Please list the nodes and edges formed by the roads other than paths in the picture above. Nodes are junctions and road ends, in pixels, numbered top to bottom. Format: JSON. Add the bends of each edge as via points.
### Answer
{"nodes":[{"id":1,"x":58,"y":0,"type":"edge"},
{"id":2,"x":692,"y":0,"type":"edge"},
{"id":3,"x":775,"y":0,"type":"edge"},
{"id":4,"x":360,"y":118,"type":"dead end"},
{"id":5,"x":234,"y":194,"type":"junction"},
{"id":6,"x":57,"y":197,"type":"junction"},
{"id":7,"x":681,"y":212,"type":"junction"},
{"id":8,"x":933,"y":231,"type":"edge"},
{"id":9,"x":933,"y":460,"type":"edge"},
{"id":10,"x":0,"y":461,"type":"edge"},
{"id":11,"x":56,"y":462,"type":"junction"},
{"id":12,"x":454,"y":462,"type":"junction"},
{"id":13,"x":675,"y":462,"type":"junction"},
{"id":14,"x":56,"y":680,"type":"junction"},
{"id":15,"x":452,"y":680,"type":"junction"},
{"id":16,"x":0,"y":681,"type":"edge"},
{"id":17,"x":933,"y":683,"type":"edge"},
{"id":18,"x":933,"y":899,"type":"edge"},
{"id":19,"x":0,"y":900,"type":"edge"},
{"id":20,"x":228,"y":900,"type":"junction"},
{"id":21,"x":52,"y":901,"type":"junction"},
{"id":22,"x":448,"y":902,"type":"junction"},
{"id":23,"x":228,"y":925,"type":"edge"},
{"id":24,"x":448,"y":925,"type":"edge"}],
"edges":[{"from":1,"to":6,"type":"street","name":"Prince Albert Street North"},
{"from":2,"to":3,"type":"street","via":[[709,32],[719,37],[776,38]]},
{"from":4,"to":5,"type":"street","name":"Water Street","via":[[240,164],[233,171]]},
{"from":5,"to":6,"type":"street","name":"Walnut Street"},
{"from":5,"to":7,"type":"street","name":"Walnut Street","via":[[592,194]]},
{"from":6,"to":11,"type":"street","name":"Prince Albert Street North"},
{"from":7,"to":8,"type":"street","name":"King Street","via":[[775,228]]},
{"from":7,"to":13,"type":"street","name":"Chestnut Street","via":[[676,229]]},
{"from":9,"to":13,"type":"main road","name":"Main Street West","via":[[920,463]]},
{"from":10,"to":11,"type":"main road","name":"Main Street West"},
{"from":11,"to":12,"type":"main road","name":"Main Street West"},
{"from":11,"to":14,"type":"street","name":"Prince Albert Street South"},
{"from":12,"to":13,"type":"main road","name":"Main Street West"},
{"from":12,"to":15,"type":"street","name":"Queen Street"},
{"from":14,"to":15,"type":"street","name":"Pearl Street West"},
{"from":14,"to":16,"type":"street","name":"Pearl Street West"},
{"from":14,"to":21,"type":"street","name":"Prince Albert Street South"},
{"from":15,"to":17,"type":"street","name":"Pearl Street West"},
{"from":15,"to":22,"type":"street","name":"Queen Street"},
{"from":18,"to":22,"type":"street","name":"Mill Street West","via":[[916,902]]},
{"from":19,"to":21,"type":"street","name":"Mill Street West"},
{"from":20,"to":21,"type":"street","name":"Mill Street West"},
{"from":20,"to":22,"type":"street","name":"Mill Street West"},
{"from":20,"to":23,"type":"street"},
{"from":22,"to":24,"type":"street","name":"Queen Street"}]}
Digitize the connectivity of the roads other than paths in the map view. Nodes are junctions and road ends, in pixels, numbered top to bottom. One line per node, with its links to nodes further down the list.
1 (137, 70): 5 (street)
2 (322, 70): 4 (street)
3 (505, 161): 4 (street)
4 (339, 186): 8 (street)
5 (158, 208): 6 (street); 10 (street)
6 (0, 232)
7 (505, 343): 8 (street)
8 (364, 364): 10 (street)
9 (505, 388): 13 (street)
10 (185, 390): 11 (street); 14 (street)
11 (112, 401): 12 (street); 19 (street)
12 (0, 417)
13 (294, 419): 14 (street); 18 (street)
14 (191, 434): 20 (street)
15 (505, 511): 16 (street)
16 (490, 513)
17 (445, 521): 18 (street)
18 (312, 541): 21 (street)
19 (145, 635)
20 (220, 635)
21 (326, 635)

PROBLEM DESCRIPTION:
Go line by line through the material above and return each one that includes "edges".

ANSWER SECTION:
Please list the nodes and edges formed by the roads other than paths in the picture above. Nodes are junctions and road ends, in pixels, numbered top to bottom. Format: JSON. Add the bends of each edge as via points.
"edges":[{"from":1,"to":6,"type":"street","name":"Prince Albert Street North"},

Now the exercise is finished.